MarylandTaxes.gov is a great site; they even have interview-style filing just like paid software.

Specifically, Tip #52 walks you through how to file your MD502 (Maryland's "main" form, like 1040 is for federal).

The site will likely ask you the dates and compute the percentages as needed.


i got my drivers license changed then to a maryland license at the end if August. Which I believe is what makes me a resident of MD.

Not true. You become a resident when you (permanently) move; drivers' licenses have nothing to do with it.

Thus, if you only got a paycheck while working in Maryland, you only pay taxes in Maryland.

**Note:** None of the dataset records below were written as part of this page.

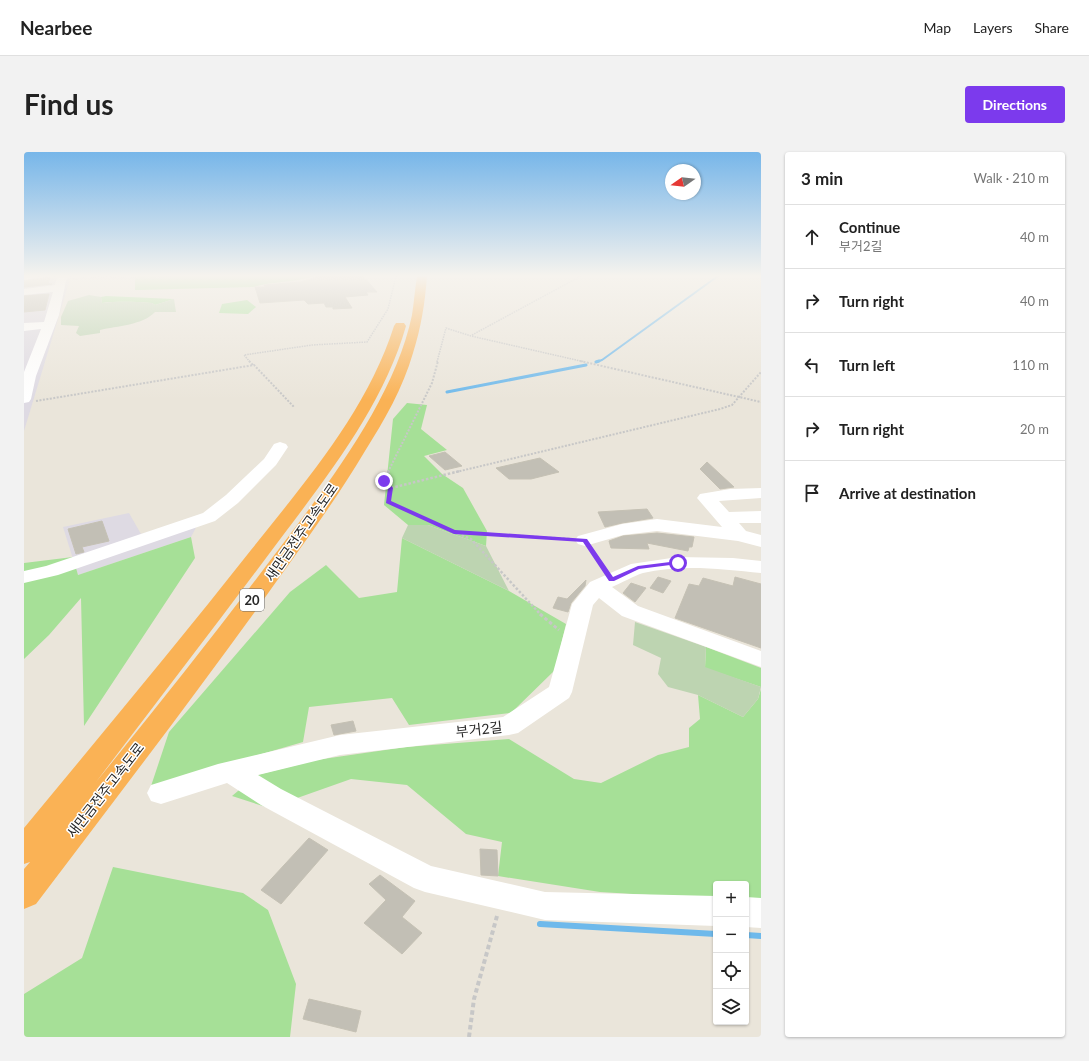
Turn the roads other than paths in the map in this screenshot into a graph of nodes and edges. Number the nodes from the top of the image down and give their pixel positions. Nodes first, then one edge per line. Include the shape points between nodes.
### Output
1 (51, 317) edge
2 (402, 317) edge
3 (417, 317) edge
4 (49, 325) junction
5 (24, 327) edge
6 (27, 376) edge
7 (28, 400) edge
8 (280, 447) dead end
9 (761, 493) edge
10 (761, 517) edge
11 (722, 518) junction
12 (739, 535) junction
13 (585, 540) road end
14 (761, 541) edge
15 (761, 567) edge
16 (24, 577) edge
17 (604, 583) junction
18 (761, 659) edge
19 (231, 772) junction
20 (161, 793) dead end
21 (24, 851) edge
22 (24, 894) edge
23 (713, 912) edge
24 (749, 912) edge
25 (761, 913) edge

1 - 4 street
2 - 21 highway, 새만금전주고속도로 / 20 via 383,371 351,427 312,483 203,626
3 - 22 highway, 새만금전주고속도로 / 20 via 413,337 400,371 375,421 333,487 224,640
4 - 5 street
4 - 6 street
6 - 7 street
8 - 16 street via 270,462 232,499 209,517 51,571
9 - 11 street via 706,498
10 - 11 street
11 - 12 street
12 - 13 street via 657,525 622,530
12 - 14 street
15 - 17 street, 부거2길 via 678,563 638,568
17 - 18 street via 630,611
17 - 19 street, 부거2길 via 583,604 560,692 509,726 340,745
19 - 20 street, 부거2길
19 - 23 street via 270,797 425,878 545,906
24 - 25 street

EDIT: information added later in comments show that the W-4 filed in Maryland listed Michigan as OP's official residence. Therefore, "if you only got a paycheck while working in Maryland, you only pay taxes in Maryland" is invalid.

  • 2
    This is incorrect - "graduation in May" says they were a college student, which means their state of residence remained Michigan. Commented Dec 27, 2020 at 18:01
  • 1
    @AaronD.Marasco people "get" (as in "accept") jobs all the time before graduation, and then start working after graduation.
    – RonJohn
    Commented Dec 27, 2020 at 18:04
  • 1
    @PeteBecker why must OP file in Michigan if OP didn't get any paychecks while in Michigan?
    – RonJohn
    Commented Dec 27, 2020 at 18:05
  • @PeteBecker I added the qualification "if you only got a paycheck while working in Maryland,".
    – RonJohn
    Commented Dec 27, 2020 at 18:08
  • 2
    @Jess what state? Michigan? (If so, was it because your Maryland employer had a document stating that Michigan was your official residence?) There's a lot you aren't telling us, which all impact the answer.